Ob er ein Horrorfilm ist, will It Comes at Night seinem Publikum nicht verraten. Was will er sein? Vielleicht eine von Alpträumen begleitete Fieberperiode. Nicht wahnhaft, irre, aber an den Grenzen des menschlichen Bewusstseins. Vor allem aber erschöpft, mit verschwommenem Blick und der ständigen Angst vor einem schleichenden Tod. Natürlich ist Trey Edward Shults Film ein Film über Krankheit und über Sterben: Die Welt stirbt, die Familie stirbt, das Vertrauen stirbt und der Mensch stirbt. Natürlich ist der Film ein Horrorfilm: Über den Horror, der in jeder Gemeinschaft lauert, über den realen und imaginären Horror, der außen lauert, noch mehr aber den durch und durch realen Horror, der innen lauert. Natürlich ist It Comes at Night ein Endzeitfilm, ein Post-Endzeitfilm sogar, der Jahre, wenn nicht Jahrzehnte nach dem eigentlichen Ende der Welt weiterläuft. Hoffnung gibt es keine, nur Überleben. Natürlich ist der Film ein Survivalthriller, der sich der Frage, ob sich das Überleben denn nun lohnt, mit kalten Schaudern entzieht. Natürlich ist der Film ein Zombiefilm, nur eben ohne Zombies. Mit einer vagen Ahnung von etwas Bösem, aber selbst das scheint längst weitergezogen zu sein, lebt nur noch als schattenhafte Erinnerung in den Geräuschen des Waldes. Natürlich ist der Film eine Tragödie, weil er seinen Protagonisten immer nur einen kleinen Hauch Menschlichkeit gibt, nur um sie ihnen dann wieder zu entreißen. Natürlich ist der Film ein Kammerspiel, in dem die Menschen aufeinander angewiesen, miteinander gefangen aber vor allem durch und einander entfremdet sind.
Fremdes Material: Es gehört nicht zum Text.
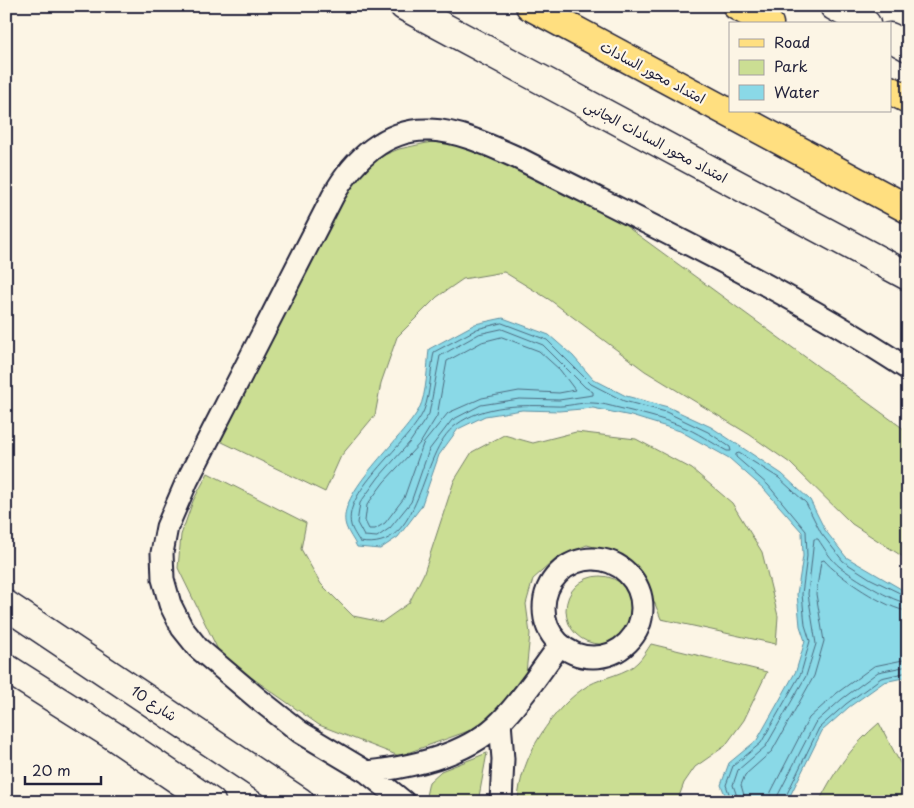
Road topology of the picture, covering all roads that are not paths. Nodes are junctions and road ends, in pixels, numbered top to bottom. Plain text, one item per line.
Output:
1 (404, 6) edge
2 (530, 6) edge
3 (738, 6) edge
4 (834, 6) edge
5 (766, 22) edge
6 (862, 22) edge
7 (892, 38) edge
8 (908, 47) edge
9 (892, 91) edge
10 (908, 99) edge
11 (908, 209) edge
12 (908, 276) edge
13 (908, 369) edge
14 (6, 605) edge
15 (560, 645) junction
16 (6, 668) edge
17 (500, 722) junction
18 (367, 772) junction
19 (212, 802) edge
20 (300, 802) edge
21 (404, 802) edge
22 (501, 802) edge

1 - 12 street, امتداد محور السادات الجانبى
2 - 11 main road, امتداد محور السادات
3 - 5 main road
4 - 6 street
7 - 8 street
9 - 10 main road
13 - 18 street
14 - 20 street, شارع 10
15 - 15 street
15 - 17 street
16 - 19 street
17 - 18 street
17 - 22 street
18 - 21 street

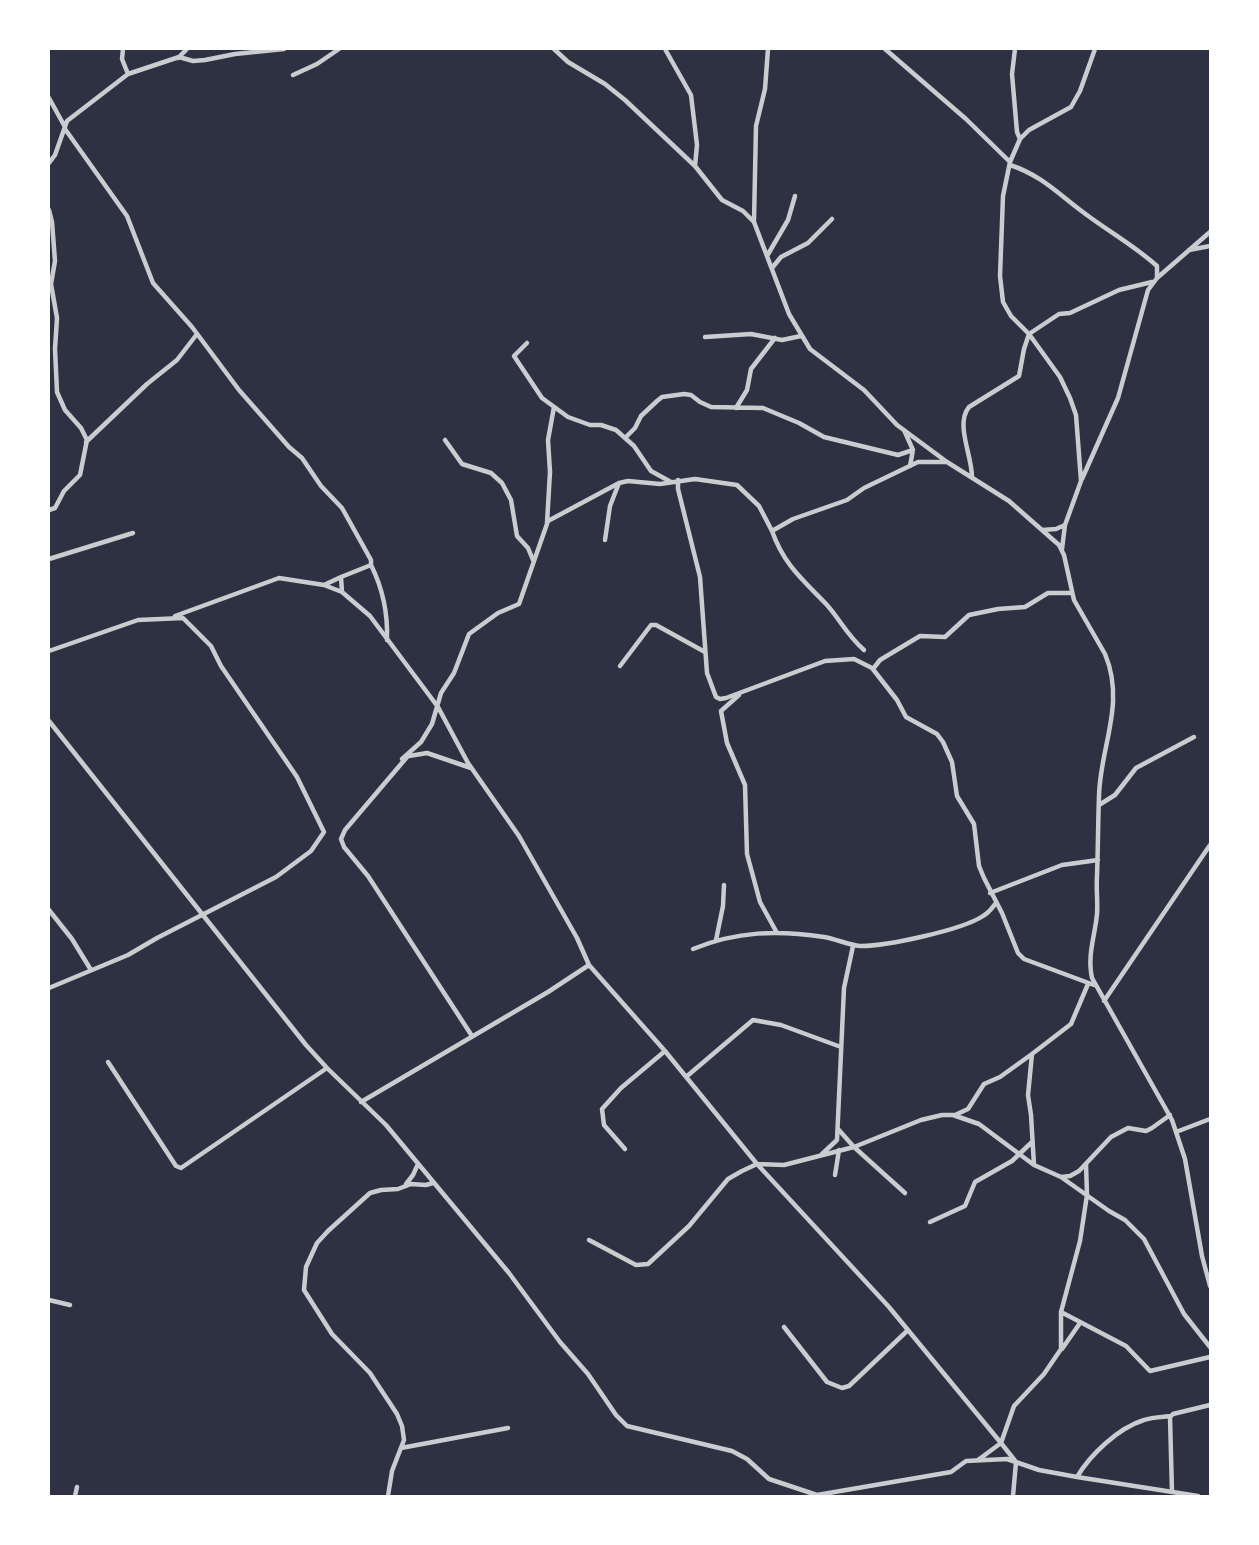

It comes at Night macht Angst, nicht vor dem, was die Protagonisten und Protagonistinnen fürchten, sondern vor dem, was sie wegen ihrer Furcht gewesen sind. Damit ist er vielleicht sogar einer der konsequentesten, wortwörtlichsten Post-Horrorfilme. Er inszeniert den Horror nach dem Horror, den Schrecken, der nach dem eigentlichen Schrecken kommt, geboren aus der Angst, die wie die Dunkelheit in der Nacht über den Menschen haften bleibt. Das Böse hat gesiegt, weil es die Menschen mit seiner Angst infiziert hat. Und am Ende sind nur noch verschreckte, dafür aber umso gefährlichere Wölfe übrig.